The department of Radiology and Nuclear Medicine of the Amsterdam UMC has been awarded by two Hanarth Fonds grants.

The first Hanarth Fonds grant (400.000 Euro) of Ronald Boellaard aims at the application of artificial intelligence (AI) methods to improve prognosis and treatment response prediction based on FDG PET/CT studies of diffuse large B-cell lymphoma patients. This project is an extension of a successfully running international consortium project PETRA (petralymphoma.org). The Hanarth Fonds grant will be used to investigate the use of radiomics analysis in combination with machine learning as well as the use of convolution neural networks for deep radiomics analysis of FDG PET/CT to better predict response to treatment, thereby avoiding futile treatments, as compared to current FDG PET/CT reads.
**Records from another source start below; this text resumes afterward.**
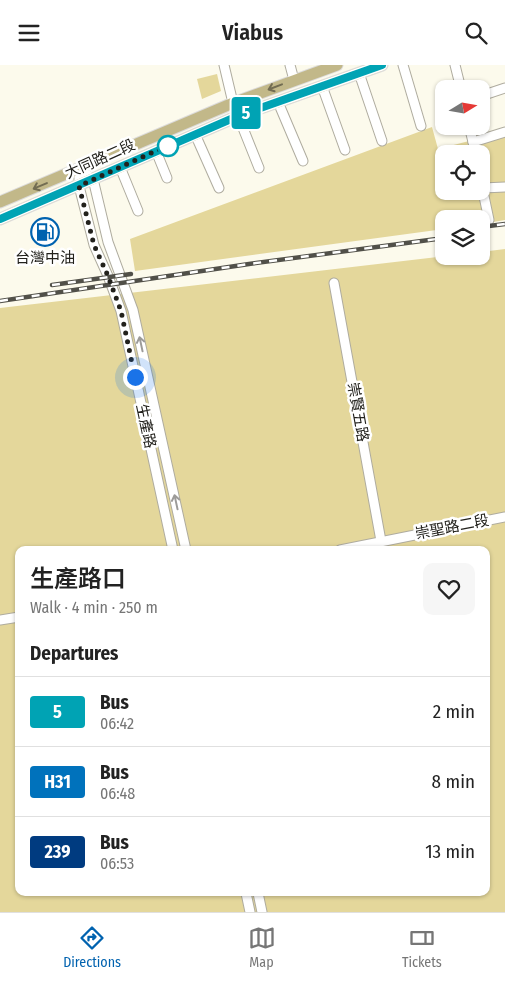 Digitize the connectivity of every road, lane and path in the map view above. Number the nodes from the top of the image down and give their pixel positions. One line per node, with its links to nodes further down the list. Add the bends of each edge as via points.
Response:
1 (224, 65): 15 (street)
2 (290, 65): 9 (street)
3 (337, 65): 7 (main road, 大同路二段)
4 (382, 65): 8 (main road, 大同路二段)
5 (403, 65): 17 (street)
6 (455, 65): 10 (street)
7 (319, 68): 9 (main road, 大同路二段)
8 (359, 73): 11 (main road, 大同路二段); 21 (street)
9 (294, 80): 15 (main road, 大同路二段, one-way to 15)
10 (458, 80)
11 (322, 86): 14 (main road, 大同路二段); 24 (street)
12 (505, 88): 13 (street)
13 (490, 93)
14 (278, 102): 16 (main road, 大同路二段); 26 (street)
15 (233, 103): 16 (street); 29 (main road, 大同路二段)
16 (238, 116): 19 (main road, 大同路二段); 28 (street)
17 (421, 125)
18 (505, 132): 22 (street)
19 (196, 134): 25 (main road, 大同路二段); 35 (street)
20 (471, 135): 22 (street)
21 (382, 141)
22 (473, 142): 23 (street)
23 (474, 145)
24 (346, 150)
25 (156, 151): 27 (main road, 大同路二段); 30 (street)
26 (302, 161)
27 (120, 167): 31 (main road, 大同路二段); 37 (street)
28 (259, 168)
29 (79, 169): 31 (street); 32 (street, 生產路); 36 (main road, 大同路二段, one-way to 36)
30 (167, 178)
31 (93, 179): 32 (main road, 大同路二段); 43 (street, 生產路, one-way to 31, via 133,310 108,242)
32 (79, 186): 38 (main road, 大同路二段); 42 (street, 生產路, via 94,245 121,311)
33 (490, 186): 34 (street)
34 (505, 187)
35 (219, 188)
36 (0, 202)
37 (138, 211)
38 (0, 219)
39 (334, 283): 41 (street, 崇賢五路)
40 (505, 517): 41 (street, 崇聖路二段)
41 (381, 541): 44 (street, 崇聖路二段)
42 (172, 546)
43 (185, 546)
44 (358, 546)
45 (15, 618): 46 (street)
46 (0, 621)
47 (247, 896): 49 (street)
48 (259, 896): 50 (street)
49 (250, 912)
50 (262, 912)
The second grant of the Hanarth Fonds (also 400.000 Euro) enables radiologist Pim de Graaf, together with colleagues of the Dutch Retinoblastoma Center, to assess the value of MRI for the detection of genetic subtypes of this rare form of paediatric eye cancer and to improve the detection of risk factors for developing distant metastasis (in particular tumor invasion into the optical nerve). To reach these goals deep learning algorithms for automated tumour delineation will be developed. These delineations will subsequently be used for radiomics analyses to characterize and quantify the tumour phenotype.